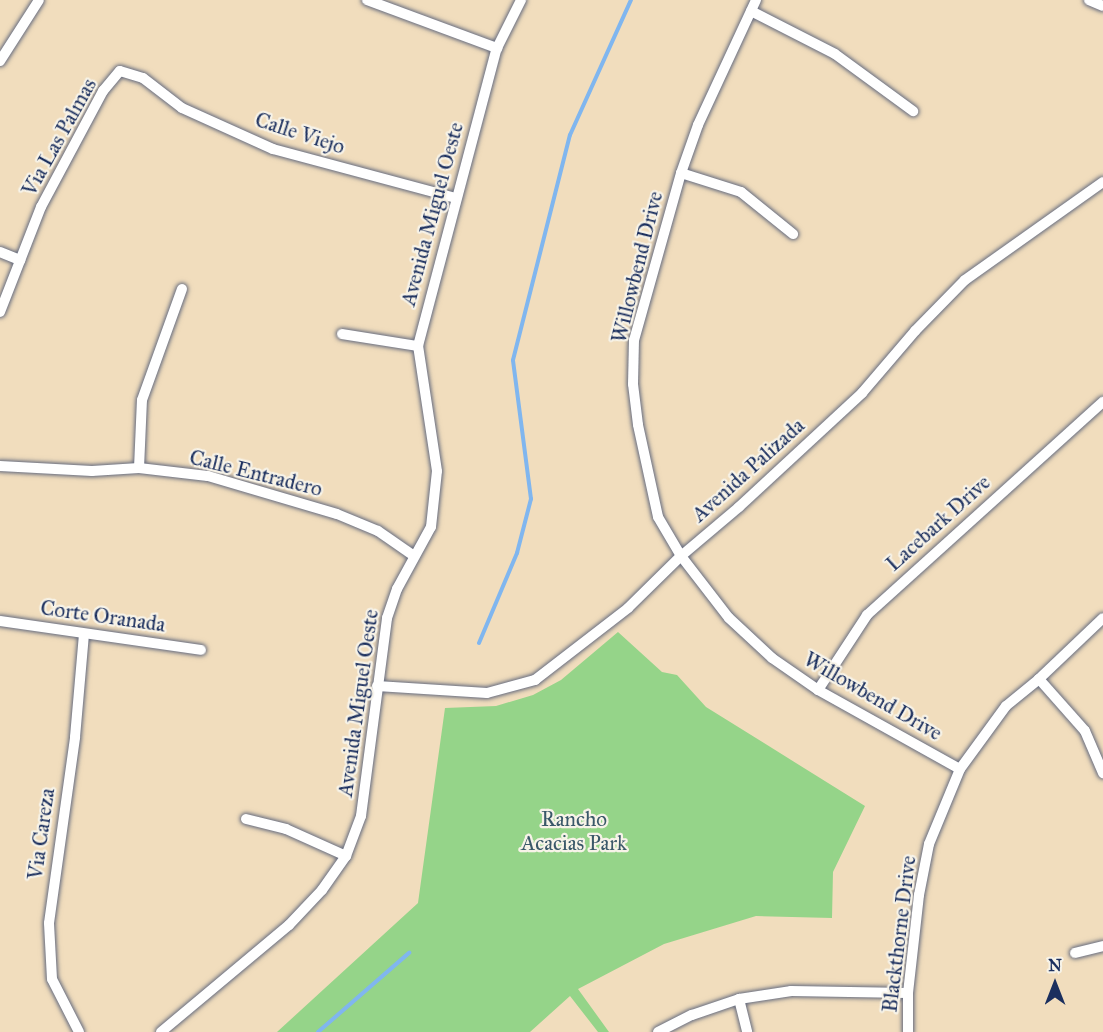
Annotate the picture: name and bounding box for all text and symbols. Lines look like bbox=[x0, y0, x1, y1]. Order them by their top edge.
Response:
street label: Via Las Palmas bbox=[16, 74, 102, 200]
street label: Calle Viejo bbox=[252, 107, 348, 159]
street label: Avenida Miguel Oeste bbox=[395, 119, 469, 309]
street label: Willowbend Drive bbox=[606, 189, 668, 345]
street label: Avenida Palizada bbox=[687, 413, 809, 527]
street label: Calle Entradero bbox=[187, 444, 325, 502]
street label: Lacebark Drive bbox=[881, 470, 995, 576]
street label: Corte Oranada bbox=[39, 595, 167, 637]
street label: Avenida Miguel Oeste bbox=[332, 608, 384, 798]
street label: Willowbend Drive bbox=[799, 646, 947, 746]
street label: Via Careza bbox=[22, 787, 60, 881]
park label: Rancho Acacias Park bbox=[521, 806, 627, 856]
street label: Blackthorne Drive bbox=[877, 854, 921, 1014]
north arrow bbox=[1025, 954, 1085, 1014]
text: N bbox=[1048, 956, 1062, 975]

= Instructions to follow =
Copy every line of the listing above exactly. Leave each picture out.

= Solution for this problem =
Annotate the picture: name and bounding box for all text and symbols. Lines look like bbox=[x0, y0, x1, y1]. Order them by their top edge.
Response:
street label: Via Las Palmas bbox=[16, 74, 102, 200]
street label: Calle Viejo bbox=[252, 107, 348, 159]
street label: Avenida Miguel Oeste bbox=[395, 119, 469, 309]
street label: Willowbend Drive bbox=[606, 189, 668, 345]
street label: Avenida Palizada bbox=[687, 413, 809, 527]
street label: Calle Entradero bbox=[187, 444, 325, 502]
street label: Lacebark Drive bbox=[881, 470, 995, 576]
street label: Corte Oranada bbox=[39, 595, 167, 637]
street label: Avenida Miguel Oeste bbox=[332, 608, 384, 798]
street label: Willowbend Drive bbox=[799, 646, 947, 746]
street label: Via Careza bbox=[22, 787, 60, 881]
park label: Rancho Acacias Park bbox=[521, 806, 627, 856]
street label: Blackthorne Drive bbox=[877, 854, 921, 1014]
north arrow bbox=[1025, 954, 1085, 1014]
text: N bbox=[1048, 956, 1062, 975]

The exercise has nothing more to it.